§ PROVIDED DATA
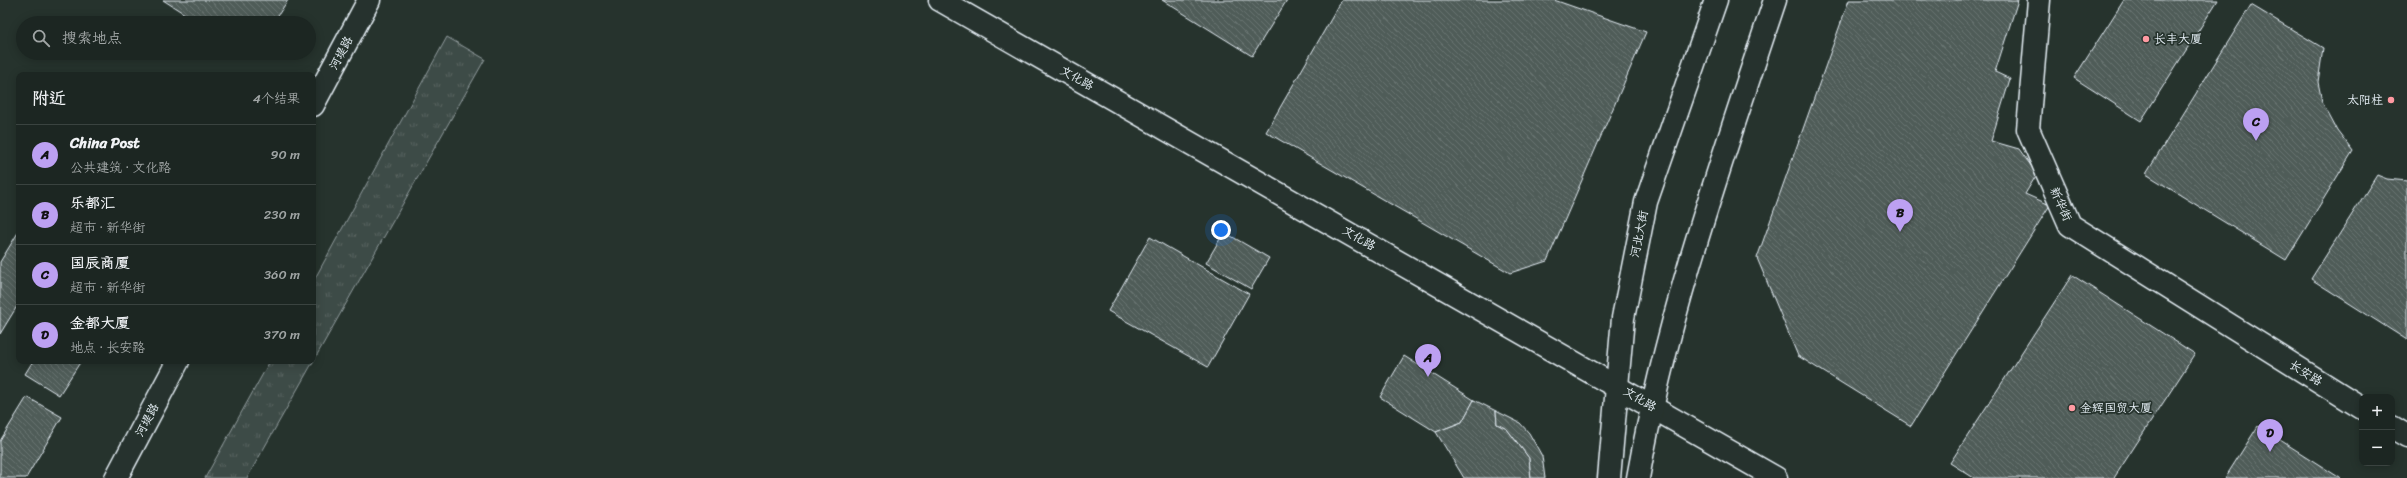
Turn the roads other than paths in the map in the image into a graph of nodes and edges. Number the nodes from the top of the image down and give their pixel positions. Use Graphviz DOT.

* * *

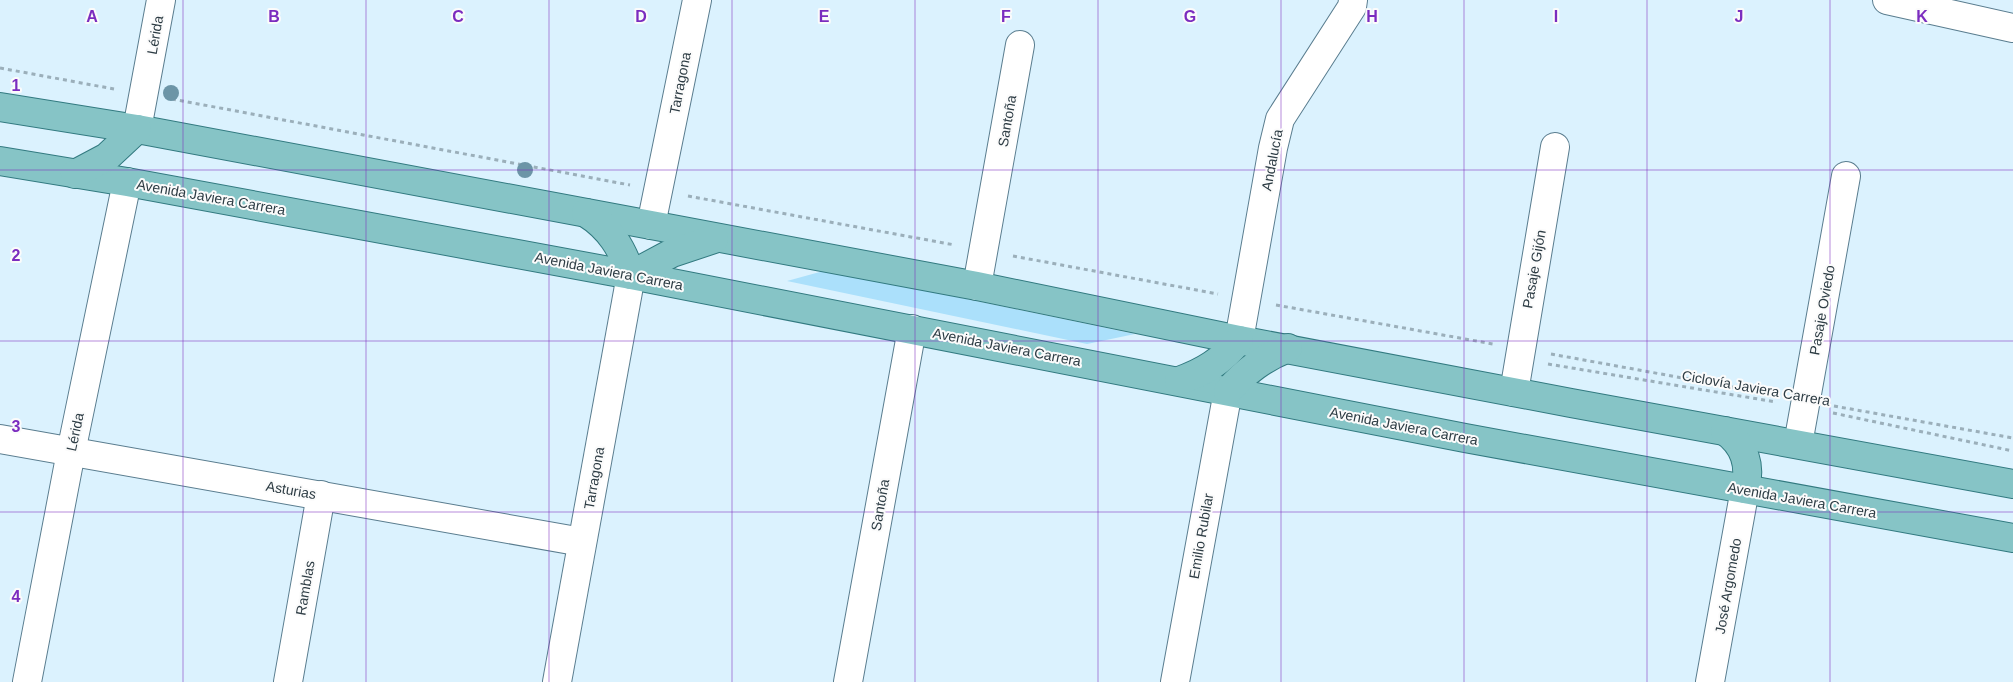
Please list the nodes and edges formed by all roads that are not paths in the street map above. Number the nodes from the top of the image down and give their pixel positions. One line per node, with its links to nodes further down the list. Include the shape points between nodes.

--

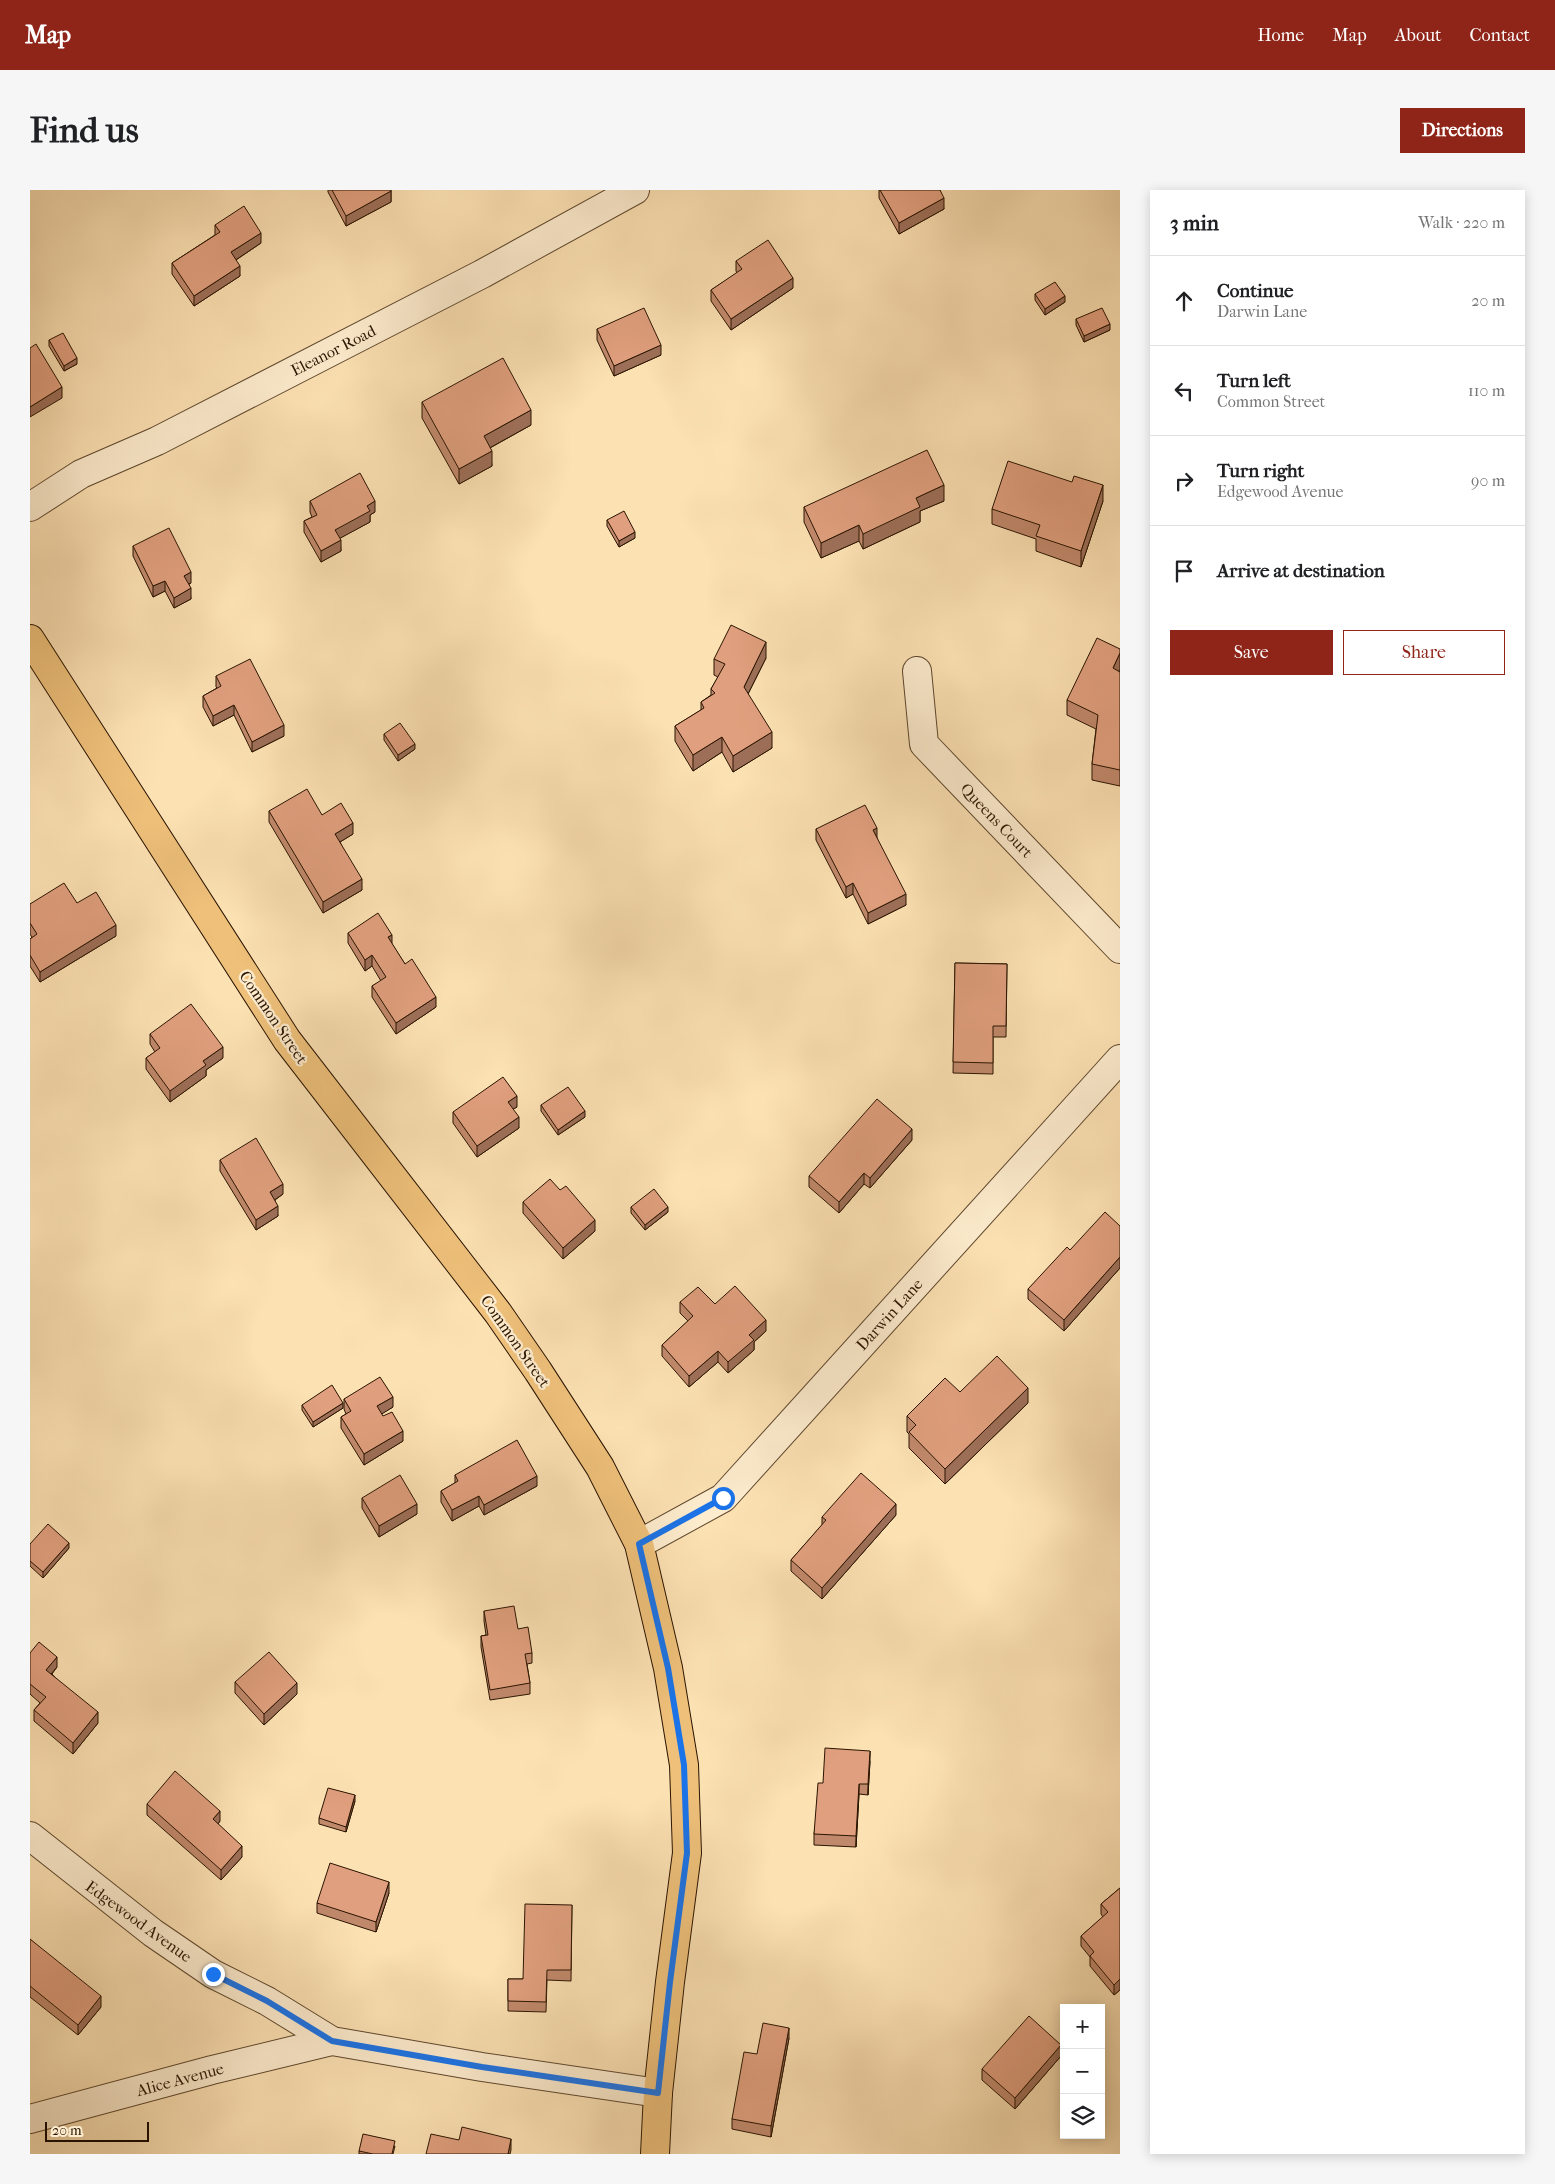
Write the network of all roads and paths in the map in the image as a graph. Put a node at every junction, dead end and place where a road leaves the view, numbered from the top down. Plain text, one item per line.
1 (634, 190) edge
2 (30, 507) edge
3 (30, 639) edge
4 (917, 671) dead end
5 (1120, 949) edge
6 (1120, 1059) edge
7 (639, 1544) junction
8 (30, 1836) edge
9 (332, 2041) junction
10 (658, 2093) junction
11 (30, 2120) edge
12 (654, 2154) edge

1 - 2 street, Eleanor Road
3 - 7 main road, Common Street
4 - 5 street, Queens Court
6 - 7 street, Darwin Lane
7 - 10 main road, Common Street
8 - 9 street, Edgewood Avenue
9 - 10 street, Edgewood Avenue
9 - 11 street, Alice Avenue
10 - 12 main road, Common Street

§ EXERCISE PROMPT
The answer must consist of every line from the data that contains the word "edges".

§ WRITTEN ANSWER
Turn the roads other than paths in the map in the image into a graph of nodes and edges. Number the nodes from the top of the image down and give their pixel positions. Use Graphviz DOT.
Please list the nodes and edges formed by all roads that are not paths in the street map above. Number the nodes from the top of the image down and give their pixel positions. One line per node, with its links to nodes further down the list. Include the shape points between nodes.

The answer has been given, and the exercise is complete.